_Exercise description:_ Extract every line from the records below that contains the word "textAlign".

Dataset entries:
■ ■ ■ ■ ■ ■ ■
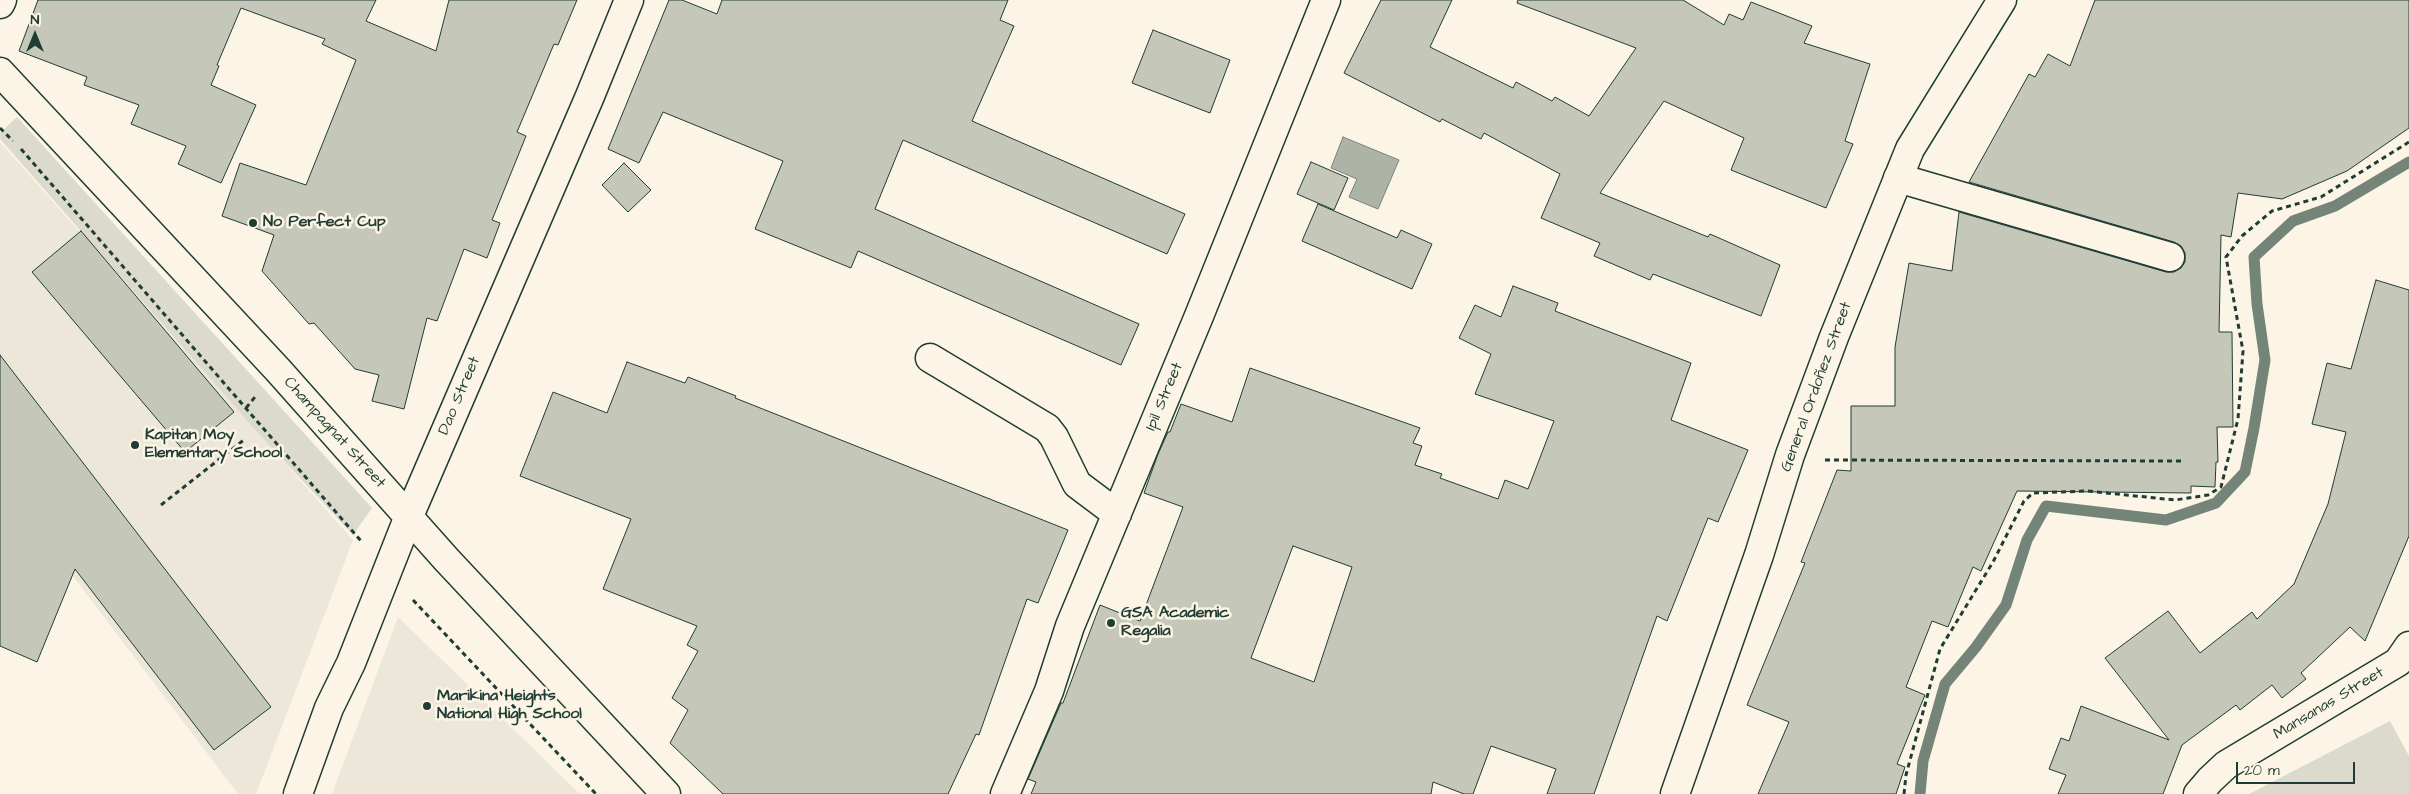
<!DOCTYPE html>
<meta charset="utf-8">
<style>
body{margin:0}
#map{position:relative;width:2409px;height:794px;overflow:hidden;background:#fcf5e5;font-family:"Architects Daughter",sans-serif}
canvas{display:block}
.north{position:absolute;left:10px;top:10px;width:50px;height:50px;-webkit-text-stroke:4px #fcf5e5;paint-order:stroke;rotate:0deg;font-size:14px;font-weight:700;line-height:20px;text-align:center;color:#1f3d34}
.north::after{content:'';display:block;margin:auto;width:18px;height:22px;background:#1f3d34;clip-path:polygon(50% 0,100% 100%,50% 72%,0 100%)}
.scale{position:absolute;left:2236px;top:762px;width:119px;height:22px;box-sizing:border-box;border:2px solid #1f3d34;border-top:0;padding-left:6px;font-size:15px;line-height:18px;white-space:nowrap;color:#1f3d34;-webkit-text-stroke:4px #fcf5e5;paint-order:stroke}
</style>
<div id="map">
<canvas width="2409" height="794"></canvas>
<div class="north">N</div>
<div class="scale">20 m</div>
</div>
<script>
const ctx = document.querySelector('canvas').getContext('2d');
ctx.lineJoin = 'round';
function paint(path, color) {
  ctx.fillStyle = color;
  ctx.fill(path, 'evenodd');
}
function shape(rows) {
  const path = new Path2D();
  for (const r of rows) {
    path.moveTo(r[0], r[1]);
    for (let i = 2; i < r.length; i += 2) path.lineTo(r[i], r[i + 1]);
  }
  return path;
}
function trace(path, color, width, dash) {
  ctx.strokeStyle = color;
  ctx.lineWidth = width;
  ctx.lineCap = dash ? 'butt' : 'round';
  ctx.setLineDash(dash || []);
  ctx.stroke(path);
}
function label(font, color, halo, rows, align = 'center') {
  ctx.font = font + ' "Architects Daughter",sans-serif';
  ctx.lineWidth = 5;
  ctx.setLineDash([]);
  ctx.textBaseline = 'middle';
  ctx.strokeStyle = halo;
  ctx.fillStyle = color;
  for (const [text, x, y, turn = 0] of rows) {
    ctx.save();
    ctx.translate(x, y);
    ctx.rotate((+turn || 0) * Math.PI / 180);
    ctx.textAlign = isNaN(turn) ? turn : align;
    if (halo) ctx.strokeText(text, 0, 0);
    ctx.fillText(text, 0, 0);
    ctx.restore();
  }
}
paint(shape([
 [0,142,353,540,256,794,238,794,0,480],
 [398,617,580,794,332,794]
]), '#ece7d8');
paint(shape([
 [17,117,372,508,353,535,256,431,0,139,0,133],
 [2390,721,2409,756,2409,794,2249,794]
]), '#dcdacc');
const water = shape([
 [1343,137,1399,160,1378,209,1349,197,1357,179,1331,168,1343,137]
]);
paint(water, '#aeb3a7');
trace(water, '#758479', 1);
trace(shape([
 [1920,794,1923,761,1945,684,1976,647,2006,605,2027,540,2046,506,2166,520,2216,503,2245,472,2254,428,2265,360,2257,304,2254,257,2293,221,2335,206,2409,162]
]), '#758479', 11);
const building = shape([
 [38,0,376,0,366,21,436,51,449,0,577,0,558,45,554,44,517,132,526,136,492,220,500,223,487,258,464,249,437,321,427,318,404,409,372,401,379,375,355,369,314,323,309,324,262,271,274,235,222,216,240,163,306,185,356,60,322,44,325,39,241,8,217,65,219,66,211,85,256,105,221,183,178,164,186,146,131,124,139,105,84,85,87,77,19,51,38,0],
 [669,0,682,0,717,14,722,0,1008,0,1000,20,1014,26,972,121,1185,214,1167,254,903,140,875,209,1139,324,1121,365,858,251,851,268,755,229,783,161,663,112,639,163,608,149,669,0],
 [1381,0,1452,0,1430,47,1513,88,1516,82,1552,101,1555,97,1589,116,1636,48,1517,3,1518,0,1683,0,1724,25,1729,14,1743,20,1751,2,1812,26,1804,43,1870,64,1845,141,1853,144,1826,208,1731,170,1744,138,1664,101,1600,193,1708,237,1710,234,1780,265,1761,316,1653,274,1650,280,1594,256,1600,243,1541,218,1560,174,1484,133,1481,139,1442,119,1440,122,1344,73,1381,0],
 [2095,0,2409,0,2409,128,2347,171,2282,199,2238,193,2231,237,2221,235,2219,332,2232,332,2233,427,2217,427,2218,462,2216,462,2215,487,2191,486,2191,493,2017,491,1981,571,1973,567,1948,627,1932,621,1906,687,1925,695,1897,764,1905,767,1896,794,1758,794,1789,722,1747,705,1805,563,1801,562,1837,470,1851,471,1851,406,1895,406,1895,347,1909,263,1952,271,1959,212,2166,272,2174,272,2181,268,2185,262,2185,253,2181,246,2174,242,1969,182,2029,74,2035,77,2048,54,2070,66,2095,0],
 [1153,30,1230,60,1210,113,1132,83,1153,30],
 [1311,162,1348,178,1334,210,1297,194,1311,162],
 [624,163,651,190,628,212,602,185,624,163],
 [1318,204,1397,238,1401,230,1432,244,1412,289,1302,241,1318,204],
 [81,231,234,412,185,452,32,272,81,231],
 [2376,280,2409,290,2409,536,2365,641,2350,627,2301,673,2306,679,2282,698,2272,685,2240,710,2236,705,2182,745,2163,794,2058,794,2066,775,2049,769,2061,738,2069,741,2081,706,2169,740,2105,658,2168,611,2200,653,2252,612,2257,619,2294,584,2328,504,2346,432,2312,424,2327,363,2351,369,2376,280],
 [1513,286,1558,303,1555,311,1691,363,1671,420,1748,450,1718,522,1708,518,1667,621,1657,616,1594,794,1547,794,1556,769,1491,746,1473,794,1464,794,1433,782,1431,794,1031,794,1036,782,1028,779,1061,703,1063,703,1100,605,1140,621,1183,507,1144,493,1158,454,1168,432,1170,432,1181,404,1232,422,1250,368,1420,428,1413,443,1422,446,1415,465,1442,474,1440,478,1498,499,1505,480,1528,489,1554,421,1475,394,1491,354,1459,338,1475,305,1501,317,1513,286],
 [1293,546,1352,567,1314,682,1251,658,1293,546],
 [0,355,271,707,214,750,75,569,37,662,0,646,0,355],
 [627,362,685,383,688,377,736,396,735,398,1068,530,1038,603,1027,599,979,735,976,734,948,794,723,794,670,743,688,710,672,698,698,651,687,645,697,626,603,589,631,519,520,476,553,392,607,413,627,362]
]);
paint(building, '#c5c7b9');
trace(building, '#1f3d34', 1);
const minor = shape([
 [0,4,2,0],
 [0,72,278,370,446,559,666,794],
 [1898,178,2170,257],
 [930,358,1047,428,1054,437,1077,484,1117,514],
 [298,794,329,708,351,663,409,516,590,96,629,0],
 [1005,794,1049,691,1070,626,1199,316,1326,0],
 [2198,794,2210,780,2226,765,2398,662,2409,646]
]);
const major = shape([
 [1675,794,1759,555,1790,455,1834,337,1910,149,2002,0]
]);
trace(minor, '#1f3d34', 31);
trace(major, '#1f3d34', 31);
trace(shape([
 [0,128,13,141],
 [21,149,361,541],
 [246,408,255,397],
 [1825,460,2182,461],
 [161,505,245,439],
 [413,600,596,794],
 [1904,794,1906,775,1940,649,1993,562,2024,501,2033,493,2087,491,2175,500,2208,495,2221,487,2238,419,2243,351,2226,257,2242,236,2272,211,2321,197,2409,142]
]), '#1f3d34', 3, [5, 4]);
trace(minor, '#fcf5e5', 28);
trace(major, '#fcf5e5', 28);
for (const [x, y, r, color] of [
 [253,223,5,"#1f3d34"],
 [135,445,5,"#1f3d34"],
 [1111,623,5,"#1f3d34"],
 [427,706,5,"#1f3d34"]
]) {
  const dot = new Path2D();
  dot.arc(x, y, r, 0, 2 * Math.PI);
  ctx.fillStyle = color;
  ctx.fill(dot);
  trace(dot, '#fcf5e5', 2);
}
label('bold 16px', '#1f3d34', '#fcf5e5', [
 ["No Perfect Cup",263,223],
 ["Kapitan Moy",145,436],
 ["Elementary School",145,454],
 ["GSA Academic",1121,614],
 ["Regalia",1121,632],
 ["Marikina Heights",437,697],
 ["National High School",437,715]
], 'left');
label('16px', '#1f3d34', '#fcf5e5', [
 ["General Ordoñez Street",1817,387,-70],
 ["Dao Street",460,396,-67],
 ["Ipil Street",1165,397,-67],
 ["Champagnat Street",334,433,48],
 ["Mansanas Street",2329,704,-31]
]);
</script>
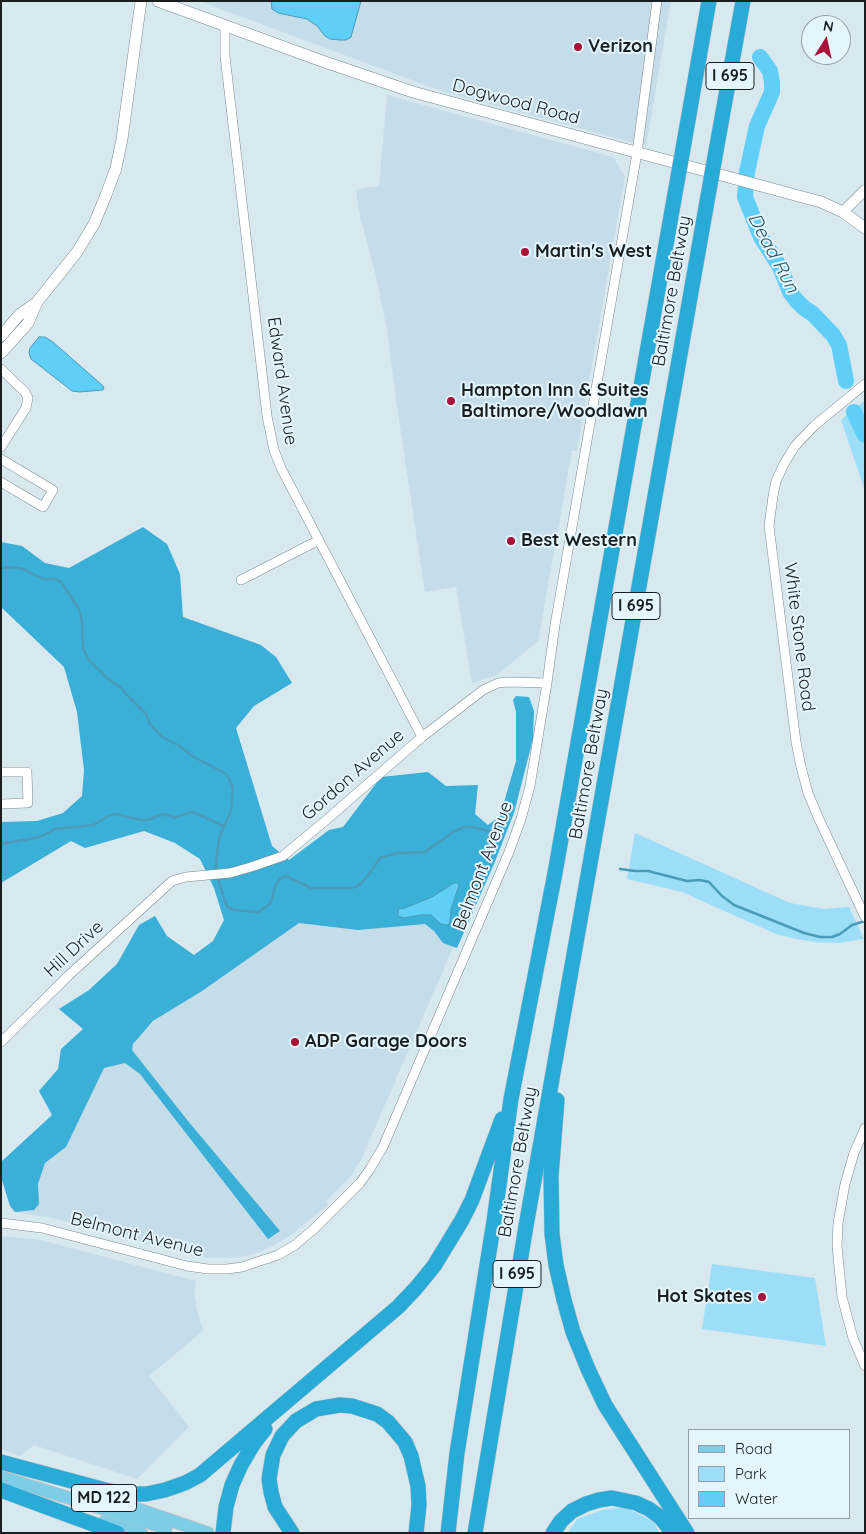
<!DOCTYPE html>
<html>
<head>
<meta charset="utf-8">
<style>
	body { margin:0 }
	#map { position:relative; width:866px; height:1534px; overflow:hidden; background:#d8e8ef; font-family:Quicksand,sans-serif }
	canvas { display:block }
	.frame { position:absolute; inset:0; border:2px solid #191f21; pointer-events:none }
	.legend { position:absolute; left:688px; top:1429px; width:162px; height:90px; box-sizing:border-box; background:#e5f5fd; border:1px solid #939fa5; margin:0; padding:6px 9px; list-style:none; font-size:15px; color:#191f21 }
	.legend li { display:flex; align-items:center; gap:10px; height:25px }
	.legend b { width:25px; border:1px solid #939fa5 }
	.north { position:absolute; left:801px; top:15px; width:50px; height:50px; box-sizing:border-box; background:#e5f5fd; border:1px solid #939fa5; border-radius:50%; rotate:10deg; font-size:14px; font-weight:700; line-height:20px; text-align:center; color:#191f21 }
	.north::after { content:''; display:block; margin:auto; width:18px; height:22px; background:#a81138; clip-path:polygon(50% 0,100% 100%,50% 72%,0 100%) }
</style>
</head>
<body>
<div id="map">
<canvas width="866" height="1534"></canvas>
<div class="frame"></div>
<ul class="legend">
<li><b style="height:6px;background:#7ecde7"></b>Road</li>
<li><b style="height:14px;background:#9cddf8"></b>Park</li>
<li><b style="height:14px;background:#60cff8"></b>Water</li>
</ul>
<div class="north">N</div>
</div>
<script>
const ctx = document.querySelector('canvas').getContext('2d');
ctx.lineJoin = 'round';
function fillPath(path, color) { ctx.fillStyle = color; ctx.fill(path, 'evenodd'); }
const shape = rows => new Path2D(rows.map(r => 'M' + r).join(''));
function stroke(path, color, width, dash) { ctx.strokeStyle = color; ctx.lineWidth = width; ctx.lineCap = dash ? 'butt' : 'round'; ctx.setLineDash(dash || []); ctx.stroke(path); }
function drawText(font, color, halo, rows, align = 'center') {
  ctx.font = font + ' Quicksand,sans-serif'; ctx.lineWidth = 4; ctx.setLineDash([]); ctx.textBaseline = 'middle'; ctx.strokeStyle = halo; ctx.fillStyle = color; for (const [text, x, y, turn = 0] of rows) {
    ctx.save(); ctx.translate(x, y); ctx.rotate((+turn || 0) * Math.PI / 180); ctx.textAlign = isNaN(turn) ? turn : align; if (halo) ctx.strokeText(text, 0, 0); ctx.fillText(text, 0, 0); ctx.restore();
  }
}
fillPath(shape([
	[199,1,671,1,646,146,441,91],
	[387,95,613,157,625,176,577,451,572,451,538,641,497,675,472,683,456,587,425,592,396,400,387,330,376,276,359,212,356,189,379,186],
	[498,844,361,1160,351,1176,326,1201,328,1205,292,1234,275,1245,260,1252,241,1257,208,1258,191,1255,52,1218,15,1212,10,1206,1,1177,1,1162,304,885],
	[1,1236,41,1240,196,1281,194,1292,196,1304,199,1318,204,1330,149,1376,189,1427,137,1479,34,1445,20,1456,1,1449]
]), '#c5dde8');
fillPath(shape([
	[865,400,865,491,841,420],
	[635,833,790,903,824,909,849,907,864,939,839,943,816,942,796,939,776,934,682,892,627,879],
	[712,1264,815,1278,826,1346,702,1329],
	[625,1507,654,1522,659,1533,568,1533,577,1519,603,1510]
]), '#9cddf8');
fillPath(shape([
	[143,527,167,544,180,574,183,617,261,645,276,657,292,683,254,706,236,728,272,846,289,860,329,830,343,827,381,777,428,772,446,786,478,785,475,814,488,825,500,816,516,761,516,712,513,700,516,696,529,697,534,711,533,739,514,813,494,864,457,948,443,943,434,931,425,924,358,930,299,923,202,991,153,1021,133,1044,132,1050,188,1121,280,1231,268,1239,140,1074,125,1063,104,1068,66,1147,45,1163,38,1184,39,1204,34,1210,15,1212,10,1206,1,1177,1,1162,52,1115,39,1091,58,1069,61,1049,83,1029,59,1009,89,990,117,964,139,925,155,916,167,936,194,955,213,941,224,920,214,888,200,859,175,843,144,831,85,848,71,841,1,883,1,822,37,821,63,813,82,796,84,770,77,712,64,667,1,607,1,542,22,546,45,563,69,568]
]), '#3aafd7');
const water = shape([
	[271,1,361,1,351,37,346,40,340,40,330,39,325,36,317,26,307,19,278,13,272,9,271,1],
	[39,337,45,337,53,342,102,385,104,387,103,390,79,392,72,391,31,359,29,353,30,348,39,337],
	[454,883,457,883,459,885,451,909,450,922,448,925,441,924,431,915,420,915,404,918,398,916,398,912,399,909,405,908,432,897,454,883]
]);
fillPath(water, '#60cff8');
stroke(water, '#4b9ab8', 1);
stroke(shape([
	[1,568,12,567,23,569,43,579,55,579,61,582,79,609,82,622,83,648,88,659,107,678,121,688,128,696,146,714,150,724,162,737,178,745,192,756,225,773,229,778,233,788,231,811,220,835,218,845,216,866,219,882,227,907,234,910,258,912,270,904,276,884,281,878,286,876,311,888,351,888,358,886,363,881,370,873,380,858,396,853,425,852,453,832,464,827,473,827,502,835],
	[1,844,40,837,55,829,94,825,108,816,116,814,141,820,148,820,163,814,175,818,187,813,192,812,218,823,224,827],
	[620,869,635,871,648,871,687,881,700,880,709,882,722,896,734,905,804,933,820,937,832,937,840,934,852,925,865,921]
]), '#4b9ab8', 2.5);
stroke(shape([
	[760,57,770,71,772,82,772,92,757,126,747,172,745,197,761,237,780,267,790,292,796,300,804,308,813,314,833,335,839,345,846,381],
	[854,412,865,435]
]), '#60cff8', 16);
const minor = shape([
	[225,26,225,56,267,416,274,450,281,468,422,737],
	[1,369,25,392,28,398,26,408,1,447],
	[865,384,814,426,795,446,784,464,776,481,773,496,769,526,796,742,801,767,808,793,818,817,865,917],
	[1,459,53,490,43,507,1,482],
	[241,580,319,540],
	[1,772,27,772,28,803,1,804],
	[1,1042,68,976,172,881,186,877,230,873,251,867,283,856,325,821,422,737,483,690,498,683,508,682,547,683],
	[865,1128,854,1153,845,1184,838,1223,837,1246,842,1297,853,1338,865,1366],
	[1,1223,42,1228,187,1266,208,1269,227,1269,242,1267,278,1255,295,1245,314,1229,360,1183,370,1169,383,1147,509,852,521,819,530,786,547,683,555,625,637,153,657,1]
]);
const tertiary = shape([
	[843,212,865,190]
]);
const secondary = shape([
	[158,1,322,61,413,92,821,202,843,212,865,228],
	[1,336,19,315,36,303],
	[1,353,28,323,37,302,77,252,94,224,106,195,116,168,122,139,141,1]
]);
const primary = shape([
	[1,1477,166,1528],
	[85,1491,208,1533],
	[104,1522,141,1533]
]);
const motorway = shape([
	[684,143,709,1],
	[716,151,743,1],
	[557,1100,551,1176,552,1234,556,1265,564,1300,573,1332,588,1369,605,1405,687,1533],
	[1,1462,109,1491,127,1494,146,1494,165,1490,185,1483,200,1475,398,1307,416,1288,434,1266,462,1220,472,1200,502,1119],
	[1,1490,117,1533],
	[223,1533,226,1507,232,1485,241,1465,254,1443,265,1429],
	[292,1533,275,1507,271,1492,269,1479,273,1455,282,1436,296,1421,316,1409,340,1405,352,1406,377,1414,388,1422,405,1442,411,1456,418,1486,419,1505,416,1533],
	[448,1533,457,1453,494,1221,511,1099,555,873,676,188],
	[475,1533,526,1226,708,196],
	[553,1533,561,1521,572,1511,586,1504,599,1500,612,1498,636,1503,649,1509,660,1517,673,1533]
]);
stroke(minor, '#7a8990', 10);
stroke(tertiary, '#7a8990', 11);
stroke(secondary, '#7a8990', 12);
stroke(primary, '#c3c5c5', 14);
stroke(motorway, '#c3c5c5', 16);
stroke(minor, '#fff', 9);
stroke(tertiary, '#fff', 10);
stroke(secondary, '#fff', 11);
stroke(primary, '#7ecde7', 12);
stroke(motorway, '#28acd7', 15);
const motorwayBridge = shape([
	[676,188,684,143],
	[708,196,716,151]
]);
stroke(motorwayBridge, '#c3c5c5', 16, []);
stroke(motorwayBridge, '#28acd7', 15);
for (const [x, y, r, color] of [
	[578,47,5,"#a81138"],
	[525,252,5,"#a81138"],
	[451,401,5,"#a81138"],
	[511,541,5,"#a81138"],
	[295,1042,5,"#a81138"],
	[762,1297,5,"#a81138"]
]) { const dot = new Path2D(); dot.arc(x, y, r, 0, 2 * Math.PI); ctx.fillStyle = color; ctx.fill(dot); stroke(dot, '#e5f5fd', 2); }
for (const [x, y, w] of [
	[730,76,48],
	[636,606,48],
	[517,1274,48],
	[104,1498,65]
]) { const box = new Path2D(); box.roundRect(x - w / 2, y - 13.5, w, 27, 4); ctx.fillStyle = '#e5f5fd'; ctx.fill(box); stroke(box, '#191f21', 1); }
drawText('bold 16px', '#191f21', null, [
	["I 695",730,76],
	["I 695",636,606],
	["I 695",517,1274],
	["MD 122",104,1498]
]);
drawText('bold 18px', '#191f21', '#e5f5fd', [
	["Verizon",588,47],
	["Martin's West",535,252],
	["Hampton Inn & Suites",461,391],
	["Baltimore/Woodlawn",461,412],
	["Best Western",521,541],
	["ADP Garage Doors",305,1042],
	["Hot Skates",752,1297,"right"]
], 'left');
drawText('18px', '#191f21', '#e5f5fd', [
	["Dogwood Road",516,102,15],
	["Baltimore Beltway",672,291,-80],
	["Edward Avenue",282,381,82],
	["White Stone Road",799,637,83],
	["Baltimore Beltway",589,764,-80],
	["Gordon Avenue",353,775,-41],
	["Belmont Avenue",483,866,-69],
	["Hill Drive",74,949,-43],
	["Baltimore Beltway",518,1162,-80],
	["Belmont Avenue",137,1235,14]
]);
drawText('italic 19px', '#2a596a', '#e5f5fd', [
	["Dead Run",773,253,62]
]);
</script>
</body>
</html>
■ ■ ■ ■ ■ ■ ■
_Answer area:_
    ctx.textAlign = isNaN(turn) ? turn : align;
    ctx.save(); ctx.translate(x, y); ctx.rotate((+turn || 0) * Math.PI / 180); ctx.textAlign = isNaN(turn) ? turn : align; if (halo) ctx.strokeText(text, 0, 0); ctx.fillText(text, 0, 0); ctx.restore();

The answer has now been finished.